What if I never hear Molly’s voice ever again? What if I’ve lost her, along with the voices of everyone else on Earth?
I should have enough already; I know I should. My hard drive contains every TV show, book and video game made in the twenty-first century, as well as thousands of songs, apps and podcasts. I have nearly every YouTube video – and an entire archive of Loch & Ness fanfic. I have Commander Shoreditch now, too, I remind myself. At least he can still send me episodes of Loch & Ness.
That should be enough entertainment to occupy a human for an entire lifetime. Shouldn’t it?
From: The Infinity Sent: 27/02/2067
To: The Eternity Predicted date of receipt: 09/06/2067
Dear Commander Shoreditch,
I got a worrying email from Earth today. Apparently there’s something happening that means they can’t send any audio files for a while. Did you get the same message? Do you know what’s going on?
I guess there’s no point in asking, seeing as you won’t read this message for months. Hopefully it’ll be fixed before you reply to this, anyway. I just needed to tell someone.
Commander Romy Silvers
I’m so jumpy for the rest of the day that I manage to catch my thumb with the scissors when I’m cutting the top off my lunch packet. Blood spills over the dried noodles inside, and I quickly wrap up the wound in my sleeve, pressing hard to stop the bleeding.
Get a grip, Romy.
I need to calm down. It’s just voice messages. It’s not that big a deal.
I use a first-aid kit to bandage the cut, even though it’s already stopped bleeding.
Afterwards, I eat my noodles, picking out the blood-covered ones as I take a walk through Google Earth.

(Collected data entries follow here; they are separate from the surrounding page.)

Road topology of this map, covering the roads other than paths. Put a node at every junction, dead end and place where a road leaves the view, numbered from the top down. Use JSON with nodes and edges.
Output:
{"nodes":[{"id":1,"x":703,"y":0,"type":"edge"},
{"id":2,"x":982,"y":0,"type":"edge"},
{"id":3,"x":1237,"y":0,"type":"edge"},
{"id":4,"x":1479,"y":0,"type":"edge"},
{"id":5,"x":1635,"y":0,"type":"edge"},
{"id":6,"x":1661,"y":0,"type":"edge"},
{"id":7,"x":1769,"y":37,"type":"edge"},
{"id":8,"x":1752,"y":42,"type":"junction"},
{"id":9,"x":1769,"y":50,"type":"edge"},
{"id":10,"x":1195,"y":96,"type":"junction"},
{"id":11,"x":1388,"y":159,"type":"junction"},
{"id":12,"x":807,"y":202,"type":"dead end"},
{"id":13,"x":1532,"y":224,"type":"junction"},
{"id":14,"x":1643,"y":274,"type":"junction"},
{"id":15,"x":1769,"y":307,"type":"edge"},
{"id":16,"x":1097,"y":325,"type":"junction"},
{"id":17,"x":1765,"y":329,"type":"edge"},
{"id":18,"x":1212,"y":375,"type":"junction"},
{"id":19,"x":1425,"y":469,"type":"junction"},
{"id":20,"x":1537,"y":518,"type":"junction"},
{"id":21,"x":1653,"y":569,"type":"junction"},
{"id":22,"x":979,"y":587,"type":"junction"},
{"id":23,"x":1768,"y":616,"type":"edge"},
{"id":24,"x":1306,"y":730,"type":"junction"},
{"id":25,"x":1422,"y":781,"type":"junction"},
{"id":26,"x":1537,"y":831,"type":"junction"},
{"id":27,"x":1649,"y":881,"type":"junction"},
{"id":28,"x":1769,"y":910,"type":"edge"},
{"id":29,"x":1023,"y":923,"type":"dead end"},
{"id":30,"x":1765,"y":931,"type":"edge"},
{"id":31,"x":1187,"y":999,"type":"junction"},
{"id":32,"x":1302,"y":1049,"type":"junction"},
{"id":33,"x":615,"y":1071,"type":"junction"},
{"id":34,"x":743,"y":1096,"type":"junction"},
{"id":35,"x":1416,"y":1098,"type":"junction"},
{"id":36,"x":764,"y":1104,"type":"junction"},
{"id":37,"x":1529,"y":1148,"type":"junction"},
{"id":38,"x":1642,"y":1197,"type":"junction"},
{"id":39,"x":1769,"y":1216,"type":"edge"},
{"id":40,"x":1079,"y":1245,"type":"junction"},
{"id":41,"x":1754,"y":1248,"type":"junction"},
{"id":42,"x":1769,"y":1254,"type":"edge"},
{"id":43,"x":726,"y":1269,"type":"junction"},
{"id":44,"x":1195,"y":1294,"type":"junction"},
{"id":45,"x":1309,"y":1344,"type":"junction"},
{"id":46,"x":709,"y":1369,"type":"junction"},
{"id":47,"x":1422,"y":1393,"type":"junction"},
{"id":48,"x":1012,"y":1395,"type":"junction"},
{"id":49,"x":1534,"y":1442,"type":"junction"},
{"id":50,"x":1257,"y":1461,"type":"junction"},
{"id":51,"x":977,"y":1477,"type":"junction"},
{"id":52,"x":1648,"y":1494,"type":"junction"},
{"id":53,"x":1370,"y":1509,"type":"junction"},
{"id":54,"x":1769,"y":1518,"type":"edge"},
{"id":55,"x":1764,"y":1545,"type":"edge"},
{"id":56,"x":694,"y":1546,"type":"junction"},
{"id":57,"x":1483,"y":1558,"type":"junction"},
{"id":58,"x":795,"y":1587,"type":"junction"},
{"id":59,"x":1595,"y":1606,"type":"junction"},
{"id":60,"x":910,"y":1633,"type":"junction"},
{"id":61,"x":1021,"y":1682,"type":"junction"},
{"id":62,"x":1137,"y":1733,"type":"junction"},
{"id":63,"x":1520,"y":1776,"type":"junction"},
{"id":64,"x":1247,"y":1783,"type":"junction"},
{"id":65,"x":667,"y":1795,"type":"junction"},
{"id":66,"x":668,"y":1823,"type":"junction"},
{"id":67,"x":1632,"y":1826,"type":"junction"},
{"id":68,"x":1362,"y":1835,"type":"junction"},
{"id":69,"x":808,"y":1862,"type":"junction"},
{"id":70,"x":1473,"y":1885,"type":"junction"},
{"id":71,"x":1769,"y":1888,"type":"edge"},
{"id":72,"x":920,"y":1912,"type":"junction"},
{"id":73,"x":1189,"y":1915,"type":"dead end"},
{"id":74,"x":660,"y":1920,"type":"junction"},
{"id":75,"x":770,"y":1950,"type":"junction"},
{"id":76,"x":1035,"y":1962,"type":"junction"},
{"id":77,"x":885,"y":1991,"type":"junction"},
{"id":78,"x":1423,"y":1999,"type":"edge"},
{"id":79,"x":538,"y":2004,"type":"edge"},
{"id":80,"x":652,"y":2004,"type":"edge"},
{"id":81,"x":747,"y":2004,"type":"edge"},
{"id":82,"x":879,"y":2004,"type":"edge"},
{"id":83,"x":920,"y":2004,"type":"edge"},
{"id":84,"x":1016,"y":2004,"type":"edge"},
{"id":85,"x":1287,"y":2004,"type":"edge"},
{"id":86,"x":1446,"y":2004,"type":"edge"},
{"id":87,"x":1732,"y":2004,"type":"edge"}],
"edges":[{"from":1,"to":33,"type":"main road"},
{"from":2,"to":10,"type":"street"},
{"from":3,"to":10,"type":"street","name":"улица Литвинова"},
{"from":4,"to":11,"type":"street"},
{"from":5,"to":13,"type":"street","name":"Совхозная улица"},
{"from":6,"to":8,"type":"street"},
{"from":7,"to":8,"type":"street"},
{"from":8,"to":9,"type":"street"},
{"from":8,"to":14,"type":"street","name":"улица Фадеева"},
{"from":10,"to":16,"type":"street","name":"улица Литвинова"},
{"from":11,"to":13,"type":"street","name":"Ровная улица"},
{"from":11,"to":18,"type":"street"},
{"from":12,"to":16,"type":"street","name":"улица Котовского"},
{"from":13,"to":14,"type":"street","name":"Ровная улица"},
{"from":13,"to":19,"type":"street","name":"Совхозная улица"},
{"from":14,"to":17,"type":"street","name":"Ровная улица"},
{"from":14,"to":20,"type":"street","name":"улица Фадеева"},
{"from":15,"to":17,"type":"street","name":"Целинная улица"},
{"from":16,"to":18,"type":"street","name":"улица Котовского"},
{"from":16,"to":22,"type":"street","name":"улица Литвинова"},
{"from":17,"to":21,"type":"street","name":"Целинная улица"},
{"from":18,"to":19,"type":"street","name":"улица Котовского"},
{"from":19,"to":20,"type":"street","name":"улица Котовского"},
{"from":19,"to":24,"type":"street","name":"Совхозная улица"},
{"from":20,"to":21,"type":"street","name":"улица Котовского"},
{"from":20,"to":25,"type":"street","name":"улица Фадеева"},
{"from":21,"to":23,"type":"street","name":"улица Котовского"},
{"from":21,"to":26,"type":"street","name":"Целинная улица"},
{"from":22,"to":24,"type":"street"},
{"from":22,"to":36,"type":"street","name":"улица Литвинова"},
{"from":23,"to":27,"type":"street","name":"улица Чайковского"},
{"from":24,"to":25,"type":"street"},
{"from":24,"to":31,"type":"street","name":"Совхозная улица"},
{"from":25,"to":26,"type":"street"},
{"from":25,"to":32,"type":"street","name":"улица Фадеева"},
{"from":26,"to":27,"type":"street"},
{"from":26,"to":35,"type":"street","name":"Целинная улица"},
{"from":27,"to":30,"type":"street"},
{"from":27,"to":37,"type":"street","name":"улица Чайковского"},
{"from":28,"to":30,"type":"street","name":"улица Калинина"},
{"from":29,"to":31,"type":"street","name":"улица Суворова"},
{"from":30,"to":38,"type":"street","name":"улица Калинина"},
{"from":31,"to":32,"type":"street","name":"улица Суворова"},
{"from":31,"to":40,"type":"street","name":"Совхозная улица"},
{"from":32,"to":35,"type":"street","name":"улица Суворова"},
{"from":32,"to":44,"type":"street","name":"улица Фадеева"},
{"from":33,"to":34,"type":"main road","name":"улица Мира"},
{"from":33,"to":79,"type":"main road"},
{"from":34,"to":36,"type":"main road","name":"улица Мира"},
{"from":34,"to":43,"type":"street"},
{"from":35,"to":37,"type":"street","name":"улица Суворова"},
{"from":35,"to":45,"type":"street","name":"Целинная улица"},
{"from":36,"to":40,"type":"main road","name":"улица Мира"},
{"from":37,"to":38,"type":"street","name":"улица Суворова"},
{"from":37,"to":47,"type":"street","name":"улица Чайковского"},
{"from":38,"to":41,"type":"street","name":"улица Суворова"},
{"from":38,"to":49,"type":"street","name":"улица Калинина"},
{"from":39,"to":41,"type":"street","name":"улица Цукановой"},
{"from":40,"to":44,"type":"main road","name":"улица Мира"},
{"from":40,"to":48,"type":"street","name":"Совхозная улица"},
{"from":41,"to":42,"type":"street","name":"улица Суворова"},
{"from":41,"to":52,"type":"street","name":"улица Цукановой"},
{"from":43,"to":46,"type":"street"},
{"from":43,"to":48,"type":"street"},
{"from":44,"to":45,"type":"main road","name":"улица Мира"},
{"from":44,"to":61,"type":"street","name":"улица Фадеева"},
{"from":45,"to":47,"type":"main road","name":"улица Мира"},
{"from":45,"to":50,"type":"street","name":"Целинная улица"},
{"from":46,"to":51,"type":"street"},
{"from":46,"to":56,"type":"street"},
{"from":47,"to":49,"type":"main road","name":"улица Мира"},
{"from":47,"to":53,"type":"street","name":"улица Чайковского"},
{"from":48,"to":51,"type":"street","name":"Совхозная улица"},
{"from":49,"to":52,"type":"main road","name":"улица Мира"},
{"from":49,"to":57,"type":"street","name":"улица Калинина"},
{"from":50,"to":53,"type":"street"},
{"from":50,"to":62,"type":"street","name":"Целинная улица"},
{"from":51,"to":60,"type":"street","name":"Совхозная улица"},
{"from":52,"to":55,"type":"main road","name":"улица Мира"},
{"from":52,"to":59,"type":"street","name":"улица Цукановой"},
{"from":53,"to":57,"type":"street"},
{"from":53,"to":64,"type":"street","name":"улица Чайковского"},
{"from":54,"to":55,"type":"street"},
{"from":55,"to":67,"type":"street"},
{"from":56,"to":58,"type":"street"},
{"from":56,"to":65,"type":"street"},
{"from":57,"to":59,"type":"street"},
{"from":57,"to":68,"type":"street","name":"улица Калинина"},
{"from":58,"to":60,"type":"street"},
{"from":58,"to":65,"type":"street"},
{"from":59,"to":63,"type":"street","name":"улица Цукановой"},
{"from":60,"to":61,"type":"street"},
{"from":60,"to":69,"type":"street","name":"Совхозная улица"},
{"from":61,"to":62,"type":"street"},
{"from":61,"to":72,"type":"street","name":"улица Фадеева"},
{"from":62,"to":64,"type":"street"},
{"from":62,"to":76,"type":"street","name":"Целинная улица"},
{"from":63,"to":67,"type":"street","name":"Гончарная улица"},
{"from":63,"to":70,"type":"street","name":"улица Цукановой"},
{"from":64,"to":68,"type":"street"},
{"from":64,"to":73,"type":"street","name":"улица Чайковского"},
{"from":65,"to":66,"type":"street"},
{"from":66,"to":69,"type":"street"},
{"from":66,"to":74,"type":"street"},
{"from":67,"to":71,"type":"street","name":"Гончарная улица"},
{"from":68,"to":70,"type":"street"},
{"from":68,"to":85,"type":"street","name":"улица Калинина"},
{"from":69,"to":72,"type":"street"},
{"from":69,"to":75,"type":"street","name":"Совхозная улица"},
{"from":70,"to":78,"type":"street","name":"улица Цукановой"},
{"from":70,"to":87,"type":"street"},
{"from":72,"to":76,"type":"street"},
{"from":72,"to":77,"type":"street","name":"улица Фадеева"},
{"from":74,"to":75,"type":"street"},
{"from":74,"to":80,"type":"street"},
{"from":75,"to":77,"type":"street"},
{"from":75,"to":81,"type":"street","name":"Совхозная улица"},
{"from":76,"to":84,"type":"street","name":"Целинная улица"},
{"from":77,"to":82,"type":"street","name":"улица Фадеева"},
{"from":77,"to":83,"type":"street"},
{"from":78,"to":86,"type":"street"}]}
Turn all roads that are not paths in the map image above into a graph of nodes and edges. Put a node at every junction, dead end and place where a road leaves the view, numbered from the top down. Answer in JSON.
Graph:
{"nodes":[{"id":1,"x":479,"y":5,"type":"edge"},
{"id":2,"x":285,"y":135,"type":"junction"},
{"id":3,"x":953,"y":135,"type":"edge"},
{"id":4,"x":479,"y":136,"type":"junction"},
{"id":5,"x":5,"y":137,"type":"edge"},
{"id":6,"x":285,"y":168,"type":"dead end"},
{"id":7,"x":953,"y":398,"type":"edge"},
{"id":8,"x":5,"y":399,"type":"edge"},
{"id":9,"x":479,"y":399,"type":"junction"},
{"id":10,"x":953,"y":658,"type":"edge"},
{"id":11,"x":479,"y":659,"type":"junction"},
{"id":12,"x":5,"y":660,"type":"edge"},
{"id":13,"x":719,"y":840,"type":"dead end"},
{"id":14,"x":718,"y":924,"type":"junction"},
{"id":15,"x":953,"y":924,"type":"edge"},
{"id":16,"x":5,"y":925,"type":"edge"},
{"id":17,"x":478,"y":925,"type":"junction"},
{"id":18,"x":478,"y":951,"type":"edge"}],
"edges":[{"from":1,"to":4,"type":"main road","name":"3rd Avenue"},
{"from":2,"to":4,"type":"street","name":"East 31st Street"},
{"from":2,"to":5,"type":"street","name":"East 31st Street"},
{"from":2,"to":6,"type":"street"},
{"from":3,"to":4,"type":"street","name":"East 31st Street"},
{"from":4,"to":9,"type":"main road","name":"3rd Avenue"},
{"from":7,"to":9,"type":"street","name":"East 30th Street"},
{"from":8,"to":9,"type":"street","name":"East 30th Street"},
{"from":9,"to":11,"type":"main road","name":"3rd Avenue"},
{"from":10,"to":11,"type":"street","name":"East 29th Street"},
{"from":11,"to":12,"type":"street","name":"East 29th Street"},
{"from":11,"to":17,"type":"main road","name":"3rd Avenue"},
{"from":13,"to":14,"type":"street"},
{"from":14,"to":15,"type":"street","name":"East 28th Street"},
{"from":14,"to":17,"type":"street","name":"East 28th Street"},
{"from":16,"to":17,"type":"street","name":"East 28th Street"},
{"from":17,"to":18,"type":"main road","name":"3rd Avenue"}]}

I click down a street, not really thinking about anything, just absently taking in the trees and street lamps and parked cars, frozen in time in the decades-old recording stored on my hard drive. It doesn’t really make up for not being able to walk there myself, but sometimes, if I’m lucky, I can trick my brain into thinking I’ve actually been for a walk. On those nights, I’ll dream of Earth and wake up happy, stretching out in my sheets, trying to grab on to the tendrils of my dream and keep them. Make them real.
There’s a girl on the pavement, an old phone to her ear. As I click along the street she turns and watches the camera as it passes. It’s like she’s staring right at me. She looks like a ghost, moving through the series of sequential photographs that tie together to make the Google Earth images. I click back and zoom in. She looks around my age – maybe fifteen or sixteen – with red hair, a long fringe and bangles around one wrist.
I wonder what her name is; who she was talking to on the phone. I wonder if she remembers the day that a Google Earth car drove past and she turned to look, her picture caught in their records for all eternity. I wonder if she knows who I am.
I take a screenshot and leave her picture open on the screen while I tidy up. I stare at her, imagining the conversation we might have.
“Excuse me,” I’d say. “Sorry, I know you’re on the phone, but I was wondering if you knew the way to the cinema.” I’ve always wanted to go to the cinema. It looks fun. Popcorn. Slush Puppies. “I’m Romy. What’s your name?”